What problems are you having with this router? Reviews say it's pretty good?
Good range and AC wireless to boot.
I say this as I'm looking to get the BT fibre 76 package.
Without wishing to speak for the OP I thought I'd answer since I've just ditched my homehub 5 in favour of a modem/router combo. Your take on this may be different as a potential BT customer (I'm with Plusnet) but the thing that made me swap out the HH5 were the built in intrusion features planted by BT (and impossible to remove currently).
Looking at my router logs for the last few months the I see regular activity by BTs remote agent (sometimes up to 10 events a day). Now not knowing what exactly these events are for you might think 'why care?' but the other issue is that a proportion of these remote accesses culminate in a router reboot and, given BTs DLM policy (and my reducing downstream connection speed) I can't help but feel that it's BT and not any inherent line stability issues that are reducing my speed.
That was enough to make me decide to get rid and go for a hacked modem and separate router - it is a shame though because, as you've pointed out, as far as performance and features go the HH5 is a decent bit of kit. Pity but there you have it...
What problems are you having with this router? Reviews say it's pretty good?
Good range and AC wireless to boot.
I say this as I'm looking to get the BT fibre 76 package.
I assume you mean BT Agent which as far as I know is just an implementation of TR-069. Even some third party routers have TR-069 support (pretty sure a lot of Netgears do, hence why ISPs used to give them out).
I don't know why people are suddenly fussed about BT Agent on VDSL when cable ISPs (C&W, Blue Yonder, NTL, Virgin, etc) have had the same access to your modem for decades and nobody cared.
BT's reasoning is most likely to be able to perform remote troubleshooting and to deploy new features as they become available (e.g. all the disabled IPv6 stuff in the HH5, and presumably 30a and vectoring in the future).
Sure, things like automatic firmware updates are pretty scary and could be very annoying on more advanced routes. I just don't understand the sudden paranoia around the net about this old feature.
EDIT: Just to clarify, I do think that stuff like TR-069 can be a problem and a lot of the recent router backdoor exploits (D-Link last year, Netgear this year) sound like badly implemented TR-069 responding to remote IPs instead of just internal IPs. But framing it as "BT spying" or "BT intrusion" isn't accurate.

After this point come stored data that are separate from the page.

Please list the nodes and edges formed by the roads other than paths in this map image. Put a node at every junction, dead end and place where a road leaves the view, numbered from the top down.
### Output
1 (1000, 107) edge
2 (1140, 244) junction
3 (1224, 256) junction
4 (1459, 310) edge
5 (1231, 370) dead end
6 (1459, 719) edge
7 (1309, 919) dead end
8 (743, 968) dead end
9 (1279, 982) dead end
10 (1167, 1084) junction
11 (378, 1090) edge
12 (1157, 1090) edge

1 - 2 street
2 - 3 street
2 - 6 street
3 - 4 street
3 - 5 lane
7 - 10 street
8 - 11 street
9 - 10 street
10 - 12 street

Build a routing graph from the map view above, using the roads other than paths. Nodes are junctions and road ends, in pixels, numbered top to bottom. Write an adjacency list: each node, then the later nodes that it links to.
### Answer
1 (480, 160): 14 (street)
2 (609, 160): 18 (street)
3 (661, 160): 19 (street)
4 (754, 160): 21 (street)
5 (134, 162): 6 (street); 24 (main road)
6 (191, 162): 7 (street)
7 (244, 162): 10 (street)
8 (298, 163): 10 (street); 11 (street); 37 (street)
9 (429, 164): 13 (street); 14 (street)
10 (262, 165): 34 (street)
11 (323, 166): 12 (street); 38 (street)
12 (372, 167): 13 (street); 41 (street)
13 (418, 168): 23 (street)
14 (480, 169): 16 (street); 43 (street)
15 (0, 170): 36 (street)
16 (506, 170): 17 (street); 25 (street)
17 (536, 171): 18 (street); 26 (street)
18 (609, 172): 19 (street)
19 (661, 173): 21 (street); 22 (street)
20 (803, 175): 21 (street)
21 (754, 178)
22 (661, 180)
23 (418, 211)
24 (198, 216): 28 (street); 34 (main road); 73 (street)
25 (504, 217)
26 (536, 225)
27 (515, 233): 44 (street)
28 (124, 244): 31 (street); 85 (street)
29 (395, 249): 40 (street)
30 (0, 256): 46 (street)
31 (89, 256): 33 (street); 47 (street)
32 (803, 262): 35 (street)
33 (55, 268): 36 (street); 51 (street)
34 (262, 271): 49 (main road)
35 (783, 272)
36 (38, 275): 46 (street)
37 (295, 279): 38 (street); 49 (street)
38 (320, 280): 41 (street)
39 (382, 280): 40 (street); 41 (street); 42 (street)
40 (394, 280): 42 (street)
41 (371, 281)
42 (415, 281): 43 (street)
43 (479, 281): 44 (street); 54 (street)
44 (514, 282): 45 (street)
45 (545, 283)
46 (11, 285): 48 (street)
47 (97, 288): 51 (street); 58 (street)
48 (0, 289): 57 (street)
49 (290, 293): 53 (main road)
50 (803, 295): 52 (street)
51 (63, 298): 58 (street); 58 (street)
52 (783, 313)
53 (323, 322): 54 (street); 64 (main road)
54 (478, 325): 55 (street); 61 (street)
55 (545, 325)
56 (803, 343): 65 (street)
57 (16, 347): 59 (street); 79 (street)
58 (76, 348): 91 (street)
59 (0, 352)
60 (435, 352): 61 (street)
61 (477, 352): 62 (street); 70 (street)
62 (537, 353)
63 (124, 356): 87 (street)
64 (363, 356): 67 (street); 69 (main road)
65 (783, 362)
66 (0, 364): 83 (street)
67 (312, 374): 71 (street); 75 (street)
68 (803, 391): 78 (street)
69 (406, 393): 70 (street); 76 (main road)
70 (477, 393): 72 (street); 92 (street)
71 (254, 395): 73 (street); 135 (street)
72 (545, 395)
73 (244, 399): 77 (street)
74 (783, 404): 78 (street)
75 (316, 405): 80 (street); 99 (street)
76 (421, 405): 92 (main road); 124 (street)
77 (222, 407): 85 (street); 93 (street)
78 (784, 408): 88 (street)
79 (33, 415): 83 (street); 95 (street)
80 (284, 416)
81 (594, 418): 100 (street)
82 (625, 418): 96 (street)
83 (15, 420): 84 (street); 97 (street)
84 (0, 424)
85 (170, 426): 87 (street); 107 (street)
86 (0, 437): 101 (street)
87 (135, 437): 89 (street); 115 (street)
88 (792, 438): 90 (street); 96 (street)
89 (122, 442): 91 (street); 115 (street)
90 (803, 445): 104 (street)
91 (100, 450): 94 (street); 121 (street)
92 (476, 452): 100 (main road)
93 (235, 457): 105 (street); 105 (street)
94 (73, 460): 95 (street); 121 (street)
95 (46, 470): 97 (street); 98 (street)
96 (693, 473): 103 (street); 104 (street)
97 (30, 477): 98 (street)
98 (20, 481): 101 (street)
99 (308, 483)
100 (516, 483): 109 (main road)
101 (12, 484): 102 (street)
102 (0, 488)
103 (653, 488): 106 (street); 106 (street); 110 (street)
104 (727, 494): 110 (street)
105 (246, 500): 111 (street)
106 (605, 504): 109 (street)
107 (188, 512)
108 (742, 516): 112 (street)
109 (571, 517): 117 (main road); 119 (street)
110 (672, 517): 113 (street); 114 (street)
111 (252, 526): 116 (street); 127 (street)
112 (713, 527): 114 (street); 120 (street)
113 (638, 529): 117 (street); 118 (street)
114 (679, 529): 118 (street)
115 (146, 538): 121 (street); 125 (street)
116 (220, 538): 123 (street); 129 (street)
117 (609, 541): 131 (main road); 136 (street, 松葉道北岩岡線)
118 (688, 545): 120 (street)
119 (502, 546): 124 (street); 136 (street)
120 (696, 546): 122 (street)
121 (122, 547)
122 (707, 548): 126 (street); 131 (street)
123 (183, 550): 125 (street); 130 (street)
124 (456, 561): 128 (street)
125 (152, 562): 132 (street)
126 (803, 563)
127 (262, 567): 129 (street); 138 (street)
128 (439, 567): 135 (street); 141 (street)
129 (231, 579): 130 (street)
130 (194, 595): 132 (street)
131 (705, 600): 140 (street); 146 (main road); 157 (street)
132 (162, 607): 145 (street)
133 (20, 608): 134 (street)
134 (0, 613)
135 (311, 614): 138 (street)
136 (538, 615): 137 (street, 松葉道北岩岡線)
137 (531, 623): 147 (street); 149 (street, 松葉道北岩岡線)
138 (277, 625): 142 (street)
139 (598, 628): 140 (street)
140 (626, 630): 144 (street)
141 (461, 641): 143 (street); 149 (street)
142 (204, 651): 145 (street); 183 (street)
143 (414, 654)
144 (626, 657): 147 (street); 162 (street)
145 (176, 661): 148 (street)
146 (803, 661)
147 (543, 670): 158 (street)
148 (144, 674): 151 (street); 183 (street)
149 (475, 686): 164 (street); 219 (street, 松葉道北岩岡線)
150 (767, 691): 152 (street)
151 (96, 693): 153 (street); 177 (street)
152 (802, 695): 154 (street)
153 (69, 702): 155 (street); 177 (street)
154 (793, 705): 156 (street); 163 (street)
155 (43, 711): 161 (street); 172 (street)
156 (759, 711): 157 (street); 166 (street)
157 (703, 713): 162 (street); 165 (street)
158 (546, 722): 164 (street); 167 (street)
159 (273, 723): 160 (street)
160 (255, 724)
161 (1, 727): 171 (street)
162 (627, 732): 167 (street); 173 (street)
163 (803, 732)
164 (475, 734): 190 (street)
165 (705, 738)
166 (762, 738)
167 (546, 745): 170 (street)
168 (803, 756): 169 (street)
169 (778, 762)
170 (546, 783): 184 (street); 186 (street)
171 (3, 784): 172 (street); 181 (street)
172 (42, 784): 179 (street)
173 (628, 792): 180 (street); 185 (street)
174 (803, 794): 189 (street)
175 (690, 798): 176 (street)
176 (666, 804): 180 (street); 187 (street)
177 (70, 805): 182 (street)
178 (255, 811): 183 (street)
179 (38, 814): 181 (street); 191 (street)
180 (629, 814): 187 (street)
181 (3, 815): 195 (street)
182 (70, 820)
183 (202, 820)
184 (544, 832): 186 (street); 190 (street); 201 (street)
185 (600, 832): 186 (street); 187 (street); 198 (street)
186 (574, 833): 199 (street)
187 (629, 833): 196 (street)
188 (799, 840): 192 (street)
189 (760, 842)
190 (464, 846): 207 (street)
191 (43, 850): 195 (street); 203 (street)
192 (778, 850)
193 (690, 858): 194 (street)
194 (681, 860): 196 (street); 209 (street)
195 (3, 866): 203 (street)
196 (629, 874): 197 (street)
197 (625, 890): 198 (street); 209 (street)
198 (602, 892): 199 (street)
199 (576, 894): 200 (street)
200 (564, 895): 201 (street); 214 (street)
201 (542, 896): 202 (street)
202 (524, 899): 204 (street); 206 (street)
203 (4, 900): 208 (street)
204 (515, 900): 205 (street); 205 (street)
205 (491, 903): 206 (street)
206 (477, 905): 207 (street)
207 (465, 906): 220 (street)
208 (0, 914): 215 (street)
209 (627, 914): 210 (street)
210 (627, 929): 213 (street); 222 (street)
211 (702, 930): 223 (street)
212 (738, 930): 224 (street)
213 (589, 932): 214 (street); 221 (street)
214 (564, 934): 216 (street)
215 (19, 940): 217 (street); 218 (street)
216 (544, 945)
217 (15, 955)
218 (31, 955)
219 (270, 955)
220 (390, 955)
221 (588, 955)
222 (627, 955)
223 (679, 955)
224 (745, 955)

In terms of framing things I think you'll find you're on your own with the 'BT spying' one but hey artistic license n all that eh![]()
- No customisable DNS (and BT's servers don't for example resolve CNAMEs to local IPs which is a problem for development servers).
- Some annoying DNS intercept error pages (e.g. troubleshooting page when net is down, parental controls page when you first connect a mobile device to Wifi).
- Half implemented NAT loopback.
- Virtually no port forwarding options.
- No way to limit access to ports by remote IP.
- No QoS at all, so you can't even for example give a VOIP phone's IP high priority.
- And so on.
It depends how you use the internet really and how much you need to configure your router. If the most you ever do is forward ports for games then the HH5 should be almost good enough.
WiFi is decent though. Not so much the range or anything but a common problem I have with other routers is that they can't sustain high bandwidth duplex WiFi traffic for long periods without crashing, which the HH5 seems good at presumably because it needs to be for BT Sport, Youview, etc.
I'm going to live with the HH5 for 6 months or so until there's a good router with built in VDSL, 802.11ac and customisable firmware. I can't be bothered with bridging crap these days as you do lose line stats etc.
thanks for the reply.
Is it possible to put the HH5 in modem mode and use my own router if needed?